Exercise prompt:
From the entries that follow, list every line in which the string "الرباط" appears.

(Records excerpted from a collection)
::::::::::
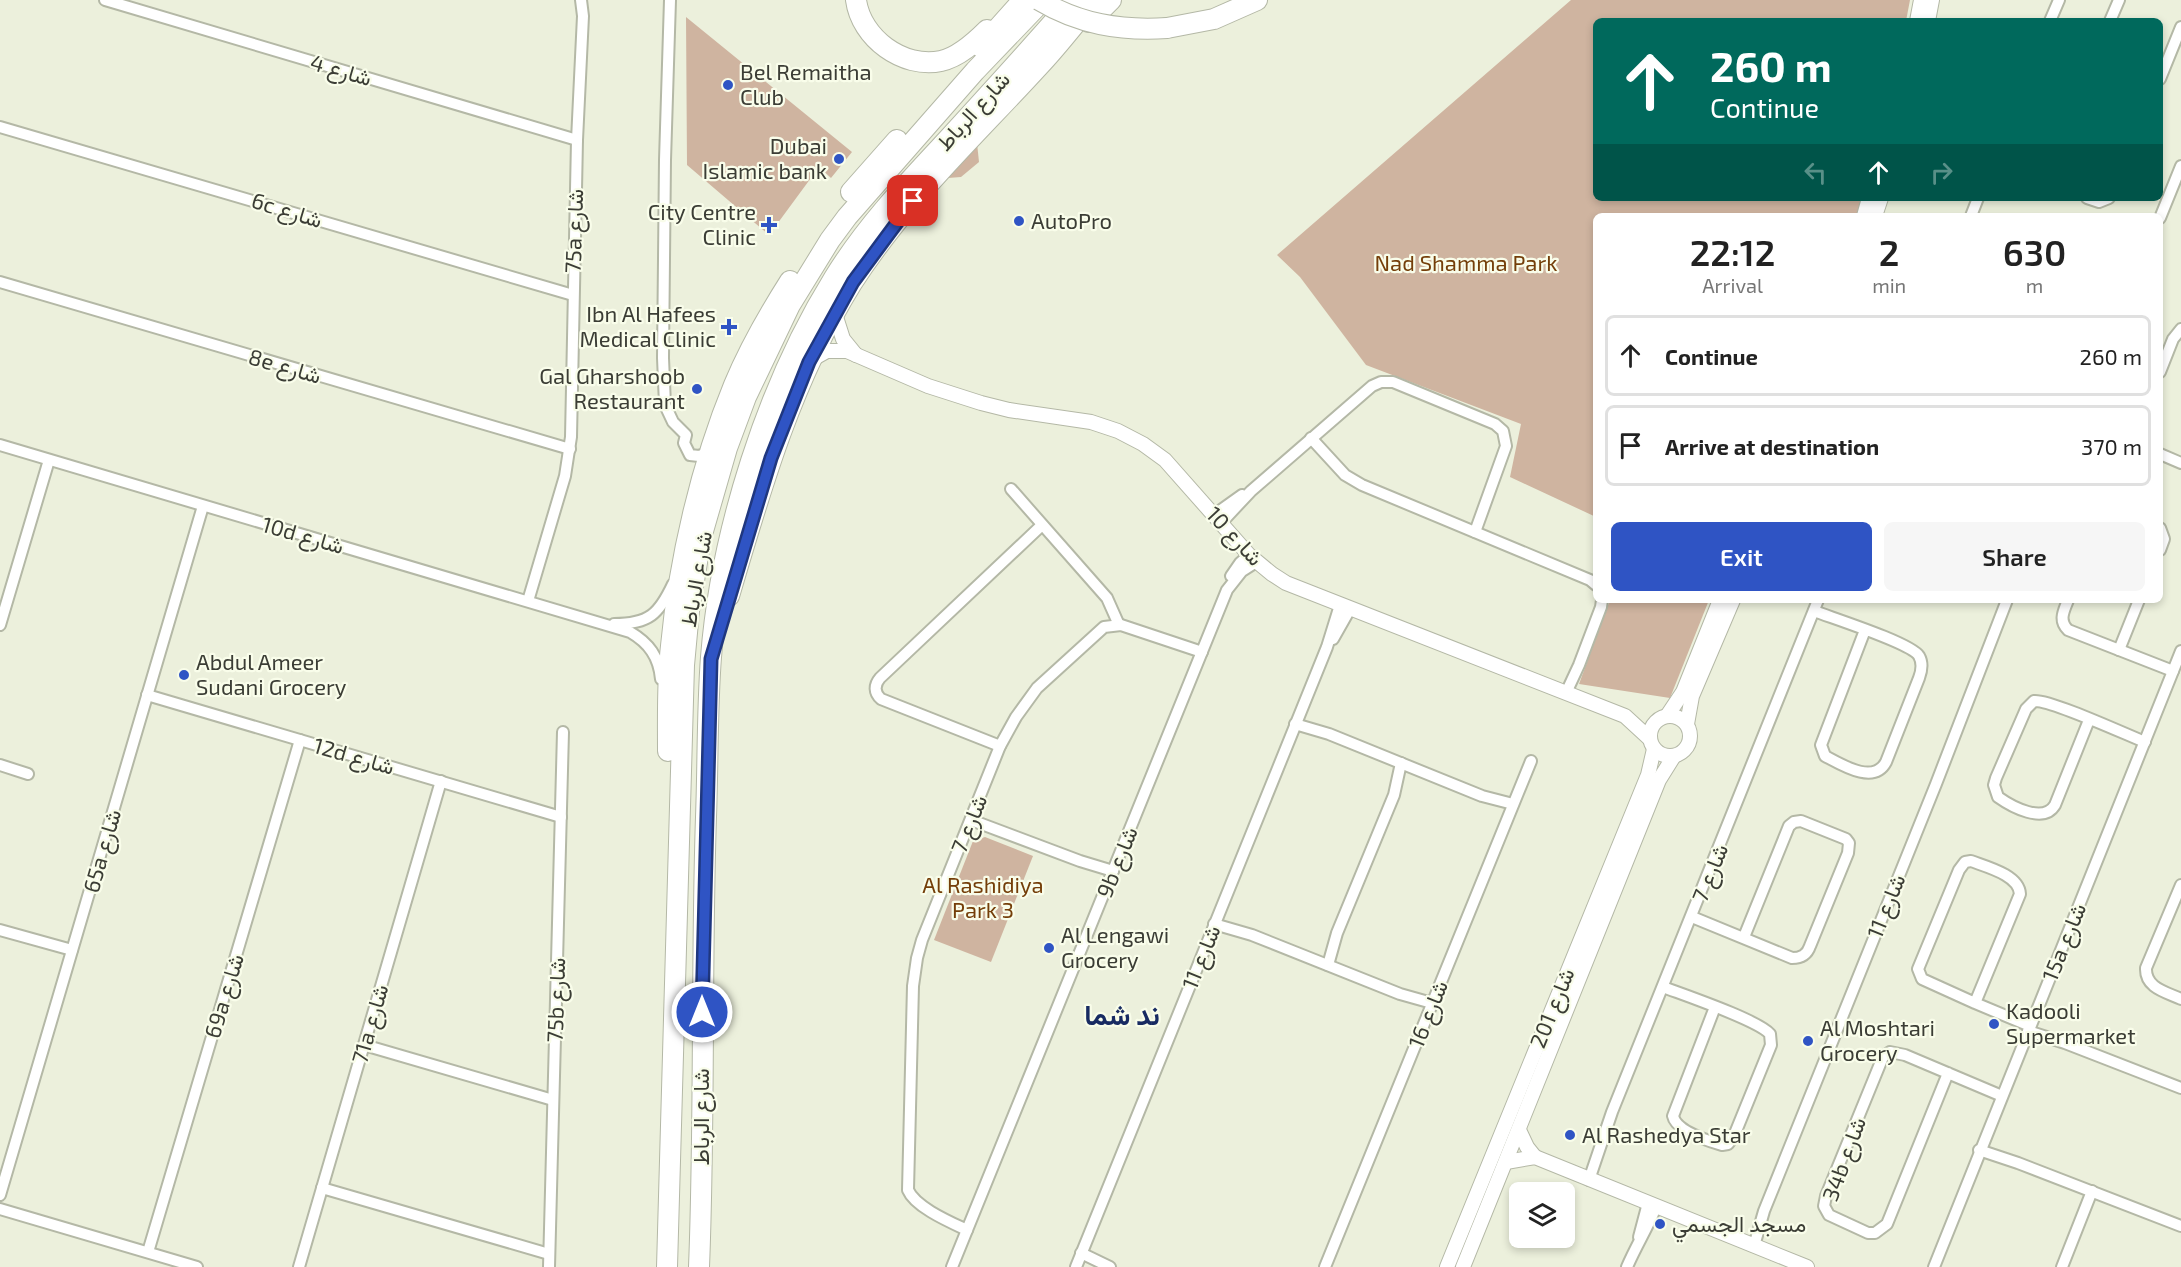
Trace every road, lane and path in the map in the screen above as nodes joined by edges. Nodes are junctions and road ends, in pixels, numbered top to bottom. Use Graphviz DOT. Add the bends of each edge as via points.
graph roads {
  1 [pos="105,0"];
  2 [pos="581,0"];
  3 [pos="670,0"];
  4 [pos="856,0"];
  5 [pos="1021,0"];
  6 [pos="1041,0"];
  7 [pos="1073,0"];
  8 [pos="1095,0"];
  9 [pos="1111,0"];
  10 [pos="1257,0"];
  11 [pos="1921,0"];
  12 [pos="1932,0"];
  13 [pos="2059,0"];
  14 [pos="2118,0"];
  15 [pos="1918,18"];
  16 [pos="1929,18"];
  17 [pos="2051,18"];
  18 [pos="2111,18"];
  19 [pos="2181,27"];
  20 [pos="1044,60"];
  21 [pos="2163,72"];
  22 [pos="0,127"];
  23 [pos="577,140"];
  24 [pos="2181,166"];
  25 [pos="2162,213"];
  26 [pos="0,282"];
  27 [pos="573,295"];
  28 [pos="835,314"];
  29 [pos="2181,329"];
  30 [pos="856,355"];
  31 [pos="809,362"];
  32 [pos="2163,364"];
  33 [pos="1313,436"];
  34 [pos="0,445"];
  35 [pos="570,449"];
  36 [pos="711,452"];
  37 [pos="2163,455"];
  38 [pos="49,459"];
  39 [pos="2181,463"];
  40 [pos="1011,489"];
  41 [pos="203,506"];
  42 [pos="1217,519"];
  43 [pos="1042,525"];
  44 [pos="1473,531"];
  45 [pos="1253,558"];
  46 [pos="682,565"];
  47 [pos="1593,582"];
  48 [pos="1107,598"];
  49 [pos="528,601"];
  50 [pos="1602,603"];
  51 [pos="1719,603"];
  52 [pos="1732,603"];
  53 [pos="1817,603"];
  54 [pos="2006,603"];
  55 [pos="2067,603"];
  56 [pos="2138,603"];
  57 [pos="1345,607"];
  58 [pos="2,609"];
  59 [pos="1814,611"];
  60 [pos="605,624"];
  61 [pos="0,625"];
  62 [pos="1119,625"];
  63 [pos="1108,626"];
  64 [pos="1865,630"];
  65 [pos="2119,650"];
  66 [pos="2181,651"];
  67 [pos="1201,656"];
  68 [pos="711,659"];
  69 [pos="2173,671"];
  70 [pos="1570,694"];
  71 [pos="147,695"];
  72 [pos="1625,716"];
  73 [pos="1664,716"];
  74 [pos="1297,720"];
  75 [pos="2089,720"];
  76 [pos="1687,724"];
  77 [pos="668,731"];
  78 [pos="563,732"];
  79 [pos="300,740"];
  80 [pos="2145,742"];
  81 [pos="1652,744"];
  82 [pos="1000,746"];
  83 [pos="1674,756"];
  84 [pos="1531,761"];
  85 [pos="0,765"];
  86 [pos="1406,765"];
  87 [pos="28,774"];
  88 [pos="441,782"];
  89 [pos="1512,808"];
  90 [pos="972,816"];
  91 [pos="561,817"];
  92 [pos="1112,874"];
  93 [pos="2181,885"];
  94 [pos="676,916"];
  95 [pos="1692,917"];
  96 [pos="1216,919"];
  97 [pos="0,930"];
  98 [pos="1744,937"];
  99 [pos="72,950"];
  100 [pos="1325,964"];
  101 [pos="1663,987"];
  102 [pos="2181,999"];
  103 [pos="1975,1003"];
  104 [pos="1431,1007"];
  105 [pos="1715,1007"];
  106 [pos="2030,1027"];
  107 [pos="364,1045"];
  108 [pos="1948,1073"];
  109 [pos="2181,1088"];
  110 [pos="2001,1095"];
  111 [pos="553,1100"];
  112 [pos="1519,1130"];
  113 [pos="1981,1147"];
  114 [pos="1535,1157"];
  115 [pos="1506,1162"];
  116 [pos="1586,1178"];
  117 [pos="322,1188"];
  118 [pos="2092,1191"];
  119 [pos="0,1195"];
  120 [pos="1652,1205"];
  121 [pos="0,1209"];
  122 [pos="701,1221"];
  123 [pos="968,1226"];
  124 [pos="2181,1226"];
  125 [pos="1750,1244"];
  126 [pos="148,1252"];
  127 [pos="549,1254"];
  128 [pos="1078,1260"];
  129 [pos="666,1263"];
  130 [pos="197,1267"];
  131 [pos="298,1267"];
  132 [pos="549,1267"];
  133 [pos="699,1267"];
  134 [pos="707,1267"];
  135 [pos="952,1267"];
  136 [pos="1096,1267"];
  137 [pos="1110,1267"];
  138 [pos="1325,1267"];
  139 [pos="1447,1267"];
  140 [pos="1463,1267"];
  141 [pos="1628,1267"];
  142 [pos="1807,1267"];
  143 [pos="1934,1267"];
  144 [pos="2062,1267"];
  1 -- 23 [label="street, شارع 4"];
  2 -- 23 [label="street, 75a شارع"];
  3 -- 36 [label="street" via="665,405 686,435 684,443 690,454"];
  4 -- 5 [label="highway" via="866,28 880,44 898,56 919,62 941,61 959,53"];
  5 -- 36 [label="highway" via="872,167 809,250 766,319 739,376"];
  6 -- 10 [label="highway, bridge" via="1102,26 1133,29 1167,28 1214,19"];
  6 -- 94 [label="highway, شارع الرباط" via="847,217 790,305 746,397 701,538 689,610"];
  7 -- 68 [label="highway, شارع الرباط" via="883,210 847,257 818,305 782,380 743,488 722,572"];
  8 -- 20 [label="highway"];
  9 -- 20 [label="highway" via="1069,42"];
  11 -- 15 [label="street"];
  12 -- 16 [label="street"];
  13 -- 17 [label="street"];
  14 -- 18 [label="street"];
  19 -- 21 [label="street"];
  20 -- 28 [label="highway" via="904,211"];
  22 -- 27 [label="street, 6c شارع"];
  23 -- 27 [label="street, 75a شارع"];
  24 -- 25 [label="street"];
  26 -- 35 [label="street, 8e شارع"];
  27 -- 35 [label="street, 75a شارع"];
  28 -- 30 [label="street" via="843,339"];
  28 -- 31 [label="highway"];
  29 -- 32 [label="street"];
  30 -- 31 [label="street, شارع 10" via="827,351"];
  30 -- 42 [label="street, شارع 10" via="920,383 981,403 1118,431 1165,460"];
  31 -- 68 [label="highway" via="771,458"];
  33 -- 42 [label="street"];
  33 -- 44 [label="street" via="1345,475"];
  33 -- 44 [label="street" via="1381,382 1393,382 1495,424 1503,431 1506,446"];
  34 -- 38 [label="street, 10d شارع"];
  35 -- 49 [label="street, 75a شارع"];
  36 -- 46 [label="highway"];
  37 -- 39 [label="street"];
  38 -- 41 [label="street, 10d شارع"];
  38 -- 58 [label="street"];
  40 -- 43 [label="street"];
  41 -- 49 [label="street, 10d شارع"];
  41 -- 71 [label="street, 65a شارع"];
  42 -- 45 [label="street, شارع 10"];
  43 -- 48 [label="street"];
  43 -- 82 [label="street" via="876,684 881,699"];
  44 -- 47 [label="street"];
  45 -- 57 [label="street, شارع 10" via="1286,583"];
  45 -- 67 [label="street, 9b شارع" via="1227,590"];
  46 -- 60 [label="street, 10d شارع" via="656,613 631,623"];
  46 -- 77 [label="highway" via="670,648"];
  48 -- 62 [label="street"];
  48 -- 63 [label="street"];
  49 -- 60 [label="street, 10d شارع"];
  50 -- 70 [label="street"];
  51 -- 73 [label="street" via="1683,692"];
  52 -- 76 [label="street" via="1692,696"];
  53 -- 59 [label="street, شارع 7"];
  54 -- 125 [label="street, شارع 11" via="1764,1211 1756,1220"];
  55 -- 65 [label="street" via="2062,621 2068,630"];
  56 -- 65 [label="street"];
  57 -- 70 [label="street, شارع 10"];
  57 -- 74 [label="street, شارع 11"];
  58 -- 61 [label="street"];
  59 -- 64 [label="street"];
  59 -- 95 [label="street, شارع 7"];
  60 -- 77 [label="street, 10d شارع" via="638,637 651,649 659,665"];
  62 -- 63 [label="street"];
  62 -- 67 [label="street"];
  63 -- 82 [label="street, شارع 7" via="1037,688"];
  64 -- 64 [label="street" via="1913,650 1920,657 1922,668 1883,767 1868,774 1831,759 1821,745"];
  65 -- 69 [label="street"];
  66 -- 69 [label="street, 15a شارع"];
  67 -- 92 [label="street, 9b شارع"];
  68 -- 122 [label="highway, شارع الرباط" via="703,919"];
  69 -- 80 [label="street, 15a شارع"];
  70 -- 72 [label="street, شارع 10"];
  71 -- 79 [label="street, 12d شارع"];
  71 -- 99 [label="street, 65a شارع"];
  72 -- 73 [label="street, شارع 10"];
  72 -- 81 [label="street, شارع 10"];
  73 -- 76 [label="street" via="1678,717"];
  73 -- 81 [label="street" via="1652,726"];
  74 -- 86 [label="street"];
  74 -- 96 [label="street, شارع 11"];
  75 -- 75 [label="street" via="2039,700 2029,704 1994,785 1998,797 2038,815 2048,813 2055,805"];
  75 -- 80 [label="street"];
  76 -- 83 [label="street" via="1690,741 1684,751"];
  77 -- 94 [label="highway"];
  78 -- 91 [label="street, 75b شارع"];
  79 -- 88 [label="street, 12d شارع"];
  79 -- 126 [label="street, 69a شارع"];
  80 -- 106 [label="street, 15a شارع"];
  81 -- 83 [label="street" via="1665,756"];
  81 -- 139 [label="street, شارع 201" via="1648,775"];
  82 -- 90 [label="street, شارع 7"];
  83 -- 112 [label="street, شارع 201" via="1659,780"];
  84 -- 89 [label="street, شارع 16"];
  85 -- 87 [label="street"];
  86 -- 89 [label="street"];
  86 -- 100 [label="street"];
  88 -- 91 [label="street, 12d شارع"];
  88 -- 107 [label="street, 71a شارع"];
  89 -- 104 [label="street, شارع 16"];
  90 -- 92 [label="street"];
  90 -- 123 [label="street, شارع 7" via="922,940 913,977 908,1186 914,1201"];
  91 -- 111 [label="street, 75b شارع"];
  92 -- 123 [label="street, 9b شارع"];
  93 -- 102 [label="street" via="2146,968 2151,986"];
  94 -- 129 [label="highway, شارع الرباط"];
  95 -- 98 [label="street"];
  95 -- 101 [label="street, شارع 7"];
  96 -- 100 [label="street"];
  96 -- 128 [label="street, شارع 11"];
  97 -- 99 [label="street"];
  98 -- 98 [label="street" via="1792,958 1805,955 1848,853 1846,839 1801,821 1789,826"];
  99 -- 119 [label="street, 65a شارع"];
  100 -- 104 [label="street"];
  101 -- 105 [label="street"];
  101 -- 116 [label="street, شارع 7"];
  103 -- 103 [label="street" via="2020,888 2014,879 1971,861 1959,870 1918,969 1922,979"];
  103 -- 106 [label="street"];
  104 -- 138 [label="street, شارع 16"];
  105 -- 105 [label="street" via="1766,1029 1772,1040 1734,1136 1722,1145 1681,1129 1673,1116"];
  106 -- 109 [label="street"];
  106 -- 110 [label="street, 15a شارع"];
  107 -- 111 [label="street"];
  107 -- 117 [label="street, 71a شارع"];
  108 -- 108 [label="street, 34b شارع" via="1896,1052 1883,1057 1824,1201 1829,1215 1868,1233 1887,1224"];
  108 -- 110 [label="street, 34b شارع"];
  110 -- 113 [label="street, 15a شارع"];
  111 -- 127 [label="street, 75b شارع"];
  112 -- 114 [label="street"];
  112 -- 115 [label="street, شارع 201"];
  113 -- 118 [label="street"];
  113 -- 143 [label="street, 15a شارع"];
  114 -- 115 [label="street"];
  114 -- 116 [label="street"];
  115 -- 140 [label="street, شارع 201"];
  116 -- 120 [label="street"];
  117 -- 127 [label="street"];
  117 -- 131 [label="street, 71a شارع"];
  118 -- 124 [label="street"];
  118 -- 144 [label="street"];
  120 -- 125 [label="street"];
  120 -- 141 [label="street" via="1650,1223"];
  121 -- 126 [label="street"];
  122 -- 133 [label="highway, شارع الرباط"];
  122 -- 134 [label="street"];
  123 -- 135 [label="street, 9b شارع"];
  125 -- 142 [label="street"];
  126 -- 130 [label="street"];
  127 -- 132 [label="street, 75b شارع"];
  128 -- 136 [label="street"];
  128 -- 137 [label="street"];
}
::::::::::
Output:
  6 -- 94 [label="highway, شارع الرباط" via="847,217 790,305 746,397 701,538 689,610"];
  7 -- 68 [label="highway, شارع الرباط" via="883,210 847,257 818,305 782,380 743,488 722,572"];
  68 -- 122 [label="highway, شارع الرباط" via="703,919"];
  94 -- 129 [label="highway, شارع الرباط"];
  122 -- 133 [label="highway, شارع الرباط"];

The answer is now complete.